Organizers of the tournament say that 70 per cent of the players who participate experience a “significant life change.”

, whether it involves kicking a dependency to drugs and alcohol, finding a home or job, repairing damaged relationships or pursuing an education.

Bidini was initially skeptical of that statistic until he witnessed the restorative power of soccer in person.

“I thought those numbers were stretched a little bit, but seeing the experience of the Canadian team firsthand, those numbers are really accurate, at least when it comes to team Canada,” Bidini said.

“The four athletes who went to Melbourne for the tournament all appear to be doing really well.”

Bidini has tried to keep in touch with the players he profiled in his book.

Pagonis, for instance, has been clean for more than two years. He’s reconnected with his parents and shares a home with them in Toronto.

Krystal, who emerged as one of the most talented players in the tournament, came home to finish high-school and is playing soccer professionally in Toronto. And Jerry, who fell on hard times after lawyers he hired stole a product idea from him, regained his patent and has been touring trade shows in the United States.

“They’re doing great now and you just sort of hope that continues,” said Bidini, a baseball cap pulled tightly down his forehead.

After the ’08 tournament, Canada’s homeless soccer program received a boost in the form of a grant from the Ontario Trillium Foundation. Canada was able to send eight players to the recently wrapped World Cup in Brazil, and Bidini says satellite programs have cropped up in Vancouver and other parts of Ontario.

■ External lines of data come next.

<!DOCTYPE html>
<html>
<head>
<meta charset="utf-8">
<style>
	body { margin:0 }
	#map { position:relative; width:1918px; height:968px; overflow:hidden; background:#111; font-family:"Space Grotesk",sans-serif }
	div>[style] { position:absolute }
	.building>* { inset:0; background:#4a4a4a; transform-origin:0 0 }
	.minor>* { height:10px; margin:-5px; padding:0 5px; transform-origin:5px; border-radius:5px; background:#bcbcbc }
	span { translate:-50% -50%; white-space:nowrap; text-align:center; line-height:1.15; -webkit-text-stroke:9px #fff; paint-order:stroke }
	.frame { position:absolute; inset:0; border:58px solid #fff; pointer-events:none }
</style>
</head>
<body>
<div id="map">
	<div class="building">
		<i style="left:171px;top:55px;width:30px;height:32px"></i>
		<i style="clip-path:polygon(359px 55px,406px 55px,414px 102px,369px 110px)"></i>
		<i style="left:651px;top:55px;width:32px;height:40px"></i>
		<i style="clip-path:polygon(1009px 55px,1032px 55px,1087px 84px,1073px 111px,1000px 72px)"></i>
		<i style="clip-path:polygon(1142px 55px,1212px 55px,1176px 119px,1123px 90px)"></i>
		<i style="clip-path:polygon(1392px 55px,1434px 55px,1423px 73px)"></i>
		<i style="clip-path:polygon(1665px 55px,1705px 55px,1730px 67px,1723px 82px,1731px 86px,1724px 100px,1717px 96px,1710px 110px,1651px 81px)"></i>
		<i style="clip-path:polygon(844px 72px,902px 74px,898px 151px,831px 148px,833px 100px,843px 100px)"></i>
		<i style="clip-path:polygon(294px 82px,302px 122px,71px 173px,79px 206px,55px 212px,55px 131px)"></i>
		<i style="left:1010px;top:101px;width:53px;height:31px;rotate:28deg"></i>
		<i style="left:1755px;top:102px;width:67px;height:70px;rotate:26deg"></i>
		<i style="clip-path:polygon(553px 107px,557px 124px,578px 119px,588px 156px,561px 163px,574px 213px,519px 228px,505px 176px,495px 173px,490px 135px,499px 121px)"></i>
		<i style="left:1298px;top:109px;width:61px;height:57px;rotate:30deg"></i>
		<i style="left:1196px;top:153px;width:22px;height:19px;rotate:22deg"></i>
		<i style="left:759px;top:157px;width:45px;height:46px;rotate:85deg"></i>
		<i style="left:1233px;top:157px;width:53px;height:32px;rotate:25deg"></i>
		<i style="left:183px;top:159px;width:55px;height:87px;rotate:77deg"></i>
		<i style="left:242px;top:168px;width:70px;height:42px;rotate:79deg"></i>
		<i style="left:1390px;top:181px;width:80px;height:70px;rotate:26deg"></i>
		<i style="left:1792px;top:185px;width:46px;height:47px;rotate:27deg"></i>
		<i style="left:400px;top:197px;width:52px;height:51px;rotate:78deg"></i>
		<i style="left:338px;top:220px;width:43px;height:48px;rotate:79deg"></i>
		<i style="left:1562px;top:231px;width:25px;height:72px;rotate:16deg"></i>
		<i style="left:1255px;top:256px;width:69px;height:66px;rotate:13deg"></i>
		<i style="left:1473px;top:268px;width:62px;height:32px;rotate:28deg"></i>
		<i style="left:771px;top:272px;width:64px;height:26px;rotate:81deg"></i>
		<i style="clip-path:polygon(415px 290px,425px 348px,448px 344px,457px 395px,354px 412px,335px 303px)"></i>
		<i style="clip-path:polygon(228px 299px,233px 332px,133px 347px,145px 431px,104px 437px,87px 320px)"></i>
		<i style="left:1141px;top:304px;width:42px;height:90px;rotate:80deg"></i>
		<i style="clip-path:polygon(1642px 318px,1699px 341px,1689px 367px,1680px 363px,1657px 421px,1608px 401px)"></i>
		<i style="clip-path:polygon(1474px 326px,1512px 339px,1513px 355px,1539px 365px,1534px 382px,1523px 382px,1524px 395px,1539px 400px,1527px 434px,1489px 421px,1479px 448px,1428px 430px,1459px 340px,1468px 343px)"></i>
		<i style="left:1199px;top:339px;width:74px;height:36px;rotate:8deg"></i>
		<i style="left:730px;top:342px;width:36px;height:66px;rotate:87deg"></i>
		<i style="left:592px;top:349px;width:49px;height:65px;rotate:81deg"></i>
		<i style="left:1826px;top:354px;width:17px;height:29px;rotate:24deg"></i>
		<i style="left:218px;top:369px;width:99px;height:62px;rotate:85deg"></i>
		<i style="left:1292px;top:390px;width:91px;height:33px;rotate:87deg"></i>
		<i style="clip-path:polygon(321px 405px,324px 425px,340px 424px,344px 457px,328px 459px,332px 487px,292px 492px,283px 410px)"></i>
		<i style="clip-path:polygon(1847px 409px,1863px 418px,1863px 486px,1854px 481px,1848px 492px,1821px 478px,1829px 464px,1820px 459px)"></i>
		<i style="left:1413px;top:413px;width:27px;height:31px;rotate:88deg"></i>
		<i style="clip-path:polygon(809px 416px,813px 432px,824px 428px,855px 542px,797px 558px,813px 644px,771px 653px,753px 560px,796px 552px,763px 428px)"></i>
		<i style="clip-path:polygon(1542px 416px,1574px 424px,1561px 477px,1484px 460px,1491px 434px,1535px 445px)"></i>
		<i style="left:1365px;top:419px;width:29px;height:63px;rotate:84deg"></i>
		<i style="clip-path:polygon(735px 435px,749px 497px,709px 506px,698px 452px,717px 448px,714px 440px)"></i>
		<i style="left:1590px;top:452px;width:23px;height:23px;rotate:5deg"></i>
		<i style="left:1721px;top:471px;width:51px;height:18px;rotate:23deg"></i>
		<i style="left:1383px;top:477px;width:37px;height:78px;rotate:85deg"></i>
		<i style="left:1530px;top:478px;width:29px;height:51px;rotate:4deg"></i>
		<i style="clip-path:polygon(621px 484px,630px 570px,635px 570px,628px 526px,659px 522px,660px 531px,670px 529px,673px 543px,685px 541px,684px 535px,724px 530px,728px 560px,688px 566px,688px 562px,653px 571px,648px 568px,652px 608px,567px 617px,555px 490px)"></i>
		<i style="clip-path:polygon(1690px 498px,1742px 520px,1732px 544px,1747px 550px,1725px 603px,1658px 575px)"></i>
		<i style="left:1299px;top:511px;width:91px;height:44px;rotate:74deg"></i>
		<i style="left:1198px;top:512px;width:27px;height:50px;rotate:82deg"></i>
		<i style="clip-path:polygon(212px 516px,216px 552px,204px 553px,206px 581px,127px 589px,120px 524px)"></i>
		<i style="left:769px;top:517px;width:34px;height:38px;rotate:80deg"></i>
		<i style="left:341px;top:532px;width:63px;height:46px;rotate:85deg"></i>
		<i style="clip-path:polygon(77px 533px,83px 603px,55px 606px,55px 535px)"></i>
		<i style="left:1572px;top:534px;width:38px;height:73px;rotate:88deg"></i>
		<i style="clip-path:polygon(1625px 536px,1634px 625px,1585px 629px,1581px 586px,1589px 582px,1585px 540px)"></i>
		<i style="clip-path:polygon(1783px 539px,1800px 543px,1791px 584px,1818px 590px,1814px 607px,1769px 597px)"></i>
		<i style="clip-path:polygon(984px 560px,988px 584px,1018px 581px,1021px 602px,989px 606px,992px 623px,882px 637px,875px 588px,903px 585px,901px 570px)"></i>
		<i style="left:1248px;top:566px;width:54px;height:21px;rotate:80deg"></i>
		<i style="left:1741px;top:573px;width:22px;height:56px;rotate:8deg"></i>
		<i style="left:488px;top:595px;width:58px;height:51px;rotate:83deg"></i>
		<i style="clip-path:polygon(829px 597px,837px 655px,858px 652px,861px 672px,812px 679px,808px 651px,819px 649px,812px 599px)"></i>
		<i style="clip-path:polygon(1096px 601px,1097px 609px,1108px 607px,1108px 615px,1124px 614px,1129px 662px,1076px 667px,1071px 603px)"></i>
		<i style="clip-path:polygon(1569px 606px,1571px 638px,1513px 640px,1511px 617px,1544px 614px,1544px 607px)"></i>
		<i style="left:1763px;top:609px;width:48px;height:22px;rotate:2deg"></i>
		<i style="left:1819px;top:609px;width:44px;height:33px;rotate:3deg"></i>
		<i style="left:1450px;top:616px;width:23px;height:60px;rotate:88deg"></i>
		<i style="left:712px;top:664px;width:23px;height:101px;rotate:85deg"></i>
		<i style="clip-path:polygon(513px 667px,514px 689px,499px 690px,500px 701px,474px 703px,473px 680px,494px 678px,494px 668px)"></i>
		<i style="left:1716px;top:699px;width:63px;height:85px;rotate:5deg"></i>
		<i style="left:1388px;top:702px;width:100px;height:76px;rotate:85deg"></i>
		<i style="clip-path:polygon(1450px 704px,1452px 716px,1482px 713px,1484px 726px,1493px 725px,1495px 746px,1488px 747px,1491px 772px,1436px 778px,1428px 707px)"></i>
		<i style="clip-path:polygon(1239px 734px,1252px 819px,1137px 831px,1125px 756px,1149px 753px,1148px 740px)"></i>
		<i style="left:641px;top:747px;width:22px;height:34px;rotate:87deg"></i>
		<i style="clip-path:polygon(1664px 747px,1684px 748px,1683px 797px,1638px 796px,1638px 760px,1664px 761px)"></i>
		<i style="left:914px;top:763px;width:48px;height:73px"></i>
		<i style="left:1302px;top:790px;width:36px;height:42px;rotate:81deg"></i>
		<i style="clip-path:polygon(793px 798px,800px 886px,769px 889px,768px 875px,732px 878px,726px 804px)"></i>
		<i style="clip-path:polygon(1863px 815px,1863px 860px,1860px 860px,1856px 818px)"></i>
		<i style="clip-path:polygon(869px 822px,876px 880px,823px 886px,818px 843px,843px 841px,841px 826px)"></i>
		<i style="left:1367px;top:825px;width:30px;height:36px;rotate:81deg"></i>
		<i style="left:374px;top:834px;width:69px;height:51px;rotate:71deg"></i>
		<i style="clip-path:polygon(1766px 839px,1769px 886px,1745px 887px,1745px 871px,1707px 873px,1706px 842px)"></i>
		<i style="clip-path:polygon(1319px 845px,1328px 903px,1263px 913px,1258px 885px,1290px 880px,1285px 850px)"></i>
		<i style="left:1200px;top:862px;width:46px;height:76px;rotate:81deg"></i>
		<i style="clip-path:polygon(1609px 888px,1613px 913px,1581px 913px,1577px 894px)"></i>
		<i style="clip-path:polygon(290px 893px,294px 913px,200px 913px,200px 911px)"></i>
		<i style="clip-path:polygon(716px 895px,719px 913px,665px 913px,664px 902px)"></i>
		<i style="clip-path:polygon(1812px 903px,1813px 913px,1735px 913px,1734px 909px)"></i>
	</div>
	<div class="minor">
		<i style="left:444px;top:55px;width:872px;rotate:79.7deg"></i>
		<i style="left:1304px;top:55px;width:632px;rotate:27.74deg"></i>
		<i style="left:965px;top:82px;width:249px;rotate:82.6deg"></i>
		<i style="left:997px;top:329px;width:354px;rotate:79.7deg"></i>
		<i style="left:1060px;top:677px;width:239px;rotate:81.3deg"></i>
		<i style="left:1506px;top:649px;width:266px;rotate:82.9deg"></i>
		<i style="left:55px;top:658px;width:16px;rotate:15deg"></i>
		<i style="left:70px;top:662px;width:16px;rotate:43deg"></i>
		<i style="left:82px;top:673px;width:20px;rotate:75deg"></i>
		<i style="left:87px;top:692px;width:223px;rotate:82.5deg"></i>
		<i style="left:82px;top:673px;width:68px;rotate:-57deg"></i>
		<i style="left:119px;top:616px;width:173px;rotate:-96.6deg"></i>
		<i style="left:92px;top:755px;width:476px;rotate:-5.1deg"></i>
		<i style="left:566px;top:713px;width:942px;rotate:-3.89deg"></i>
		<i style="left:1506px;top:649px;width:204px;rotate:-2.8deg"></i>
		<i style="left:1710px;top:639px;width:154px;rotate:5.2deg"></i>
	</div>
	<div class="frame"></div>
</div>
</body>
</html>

Still, he has concerns with the larger Homeless World Cup. The Canadian team brings players regardless of their abilities — as Bidini puts it, “they bring players who are going to benefit most from the experience, and maybe if you can play a little soccer, that’s great.”

But other countries have taken a more competitive approach, and as a result, lopsided scores are common — as an example, Canada lost its opening match to Ireland this year 14-0.

It’s an issue organizers will need to confront, Bidini says.

“Half the teams are there because it’s a soccer tournament, and the other half are there because they want people’s lives to change,” he said. “I think (organizers) have to make a decision at some point on which way they want to go.”

“They didn’t have a mercy rule in the tournament, which struck me as very odd. The Canadian team’s manager wondered, how much do you learn when you’re getting killed 33-0? And in fact, a lot of the athletes are so fragile emotionally, in some cases it worked kind of the other way. Players would get really, really down.

“So it’s a tough one. They have to figure out a way to deal with that.”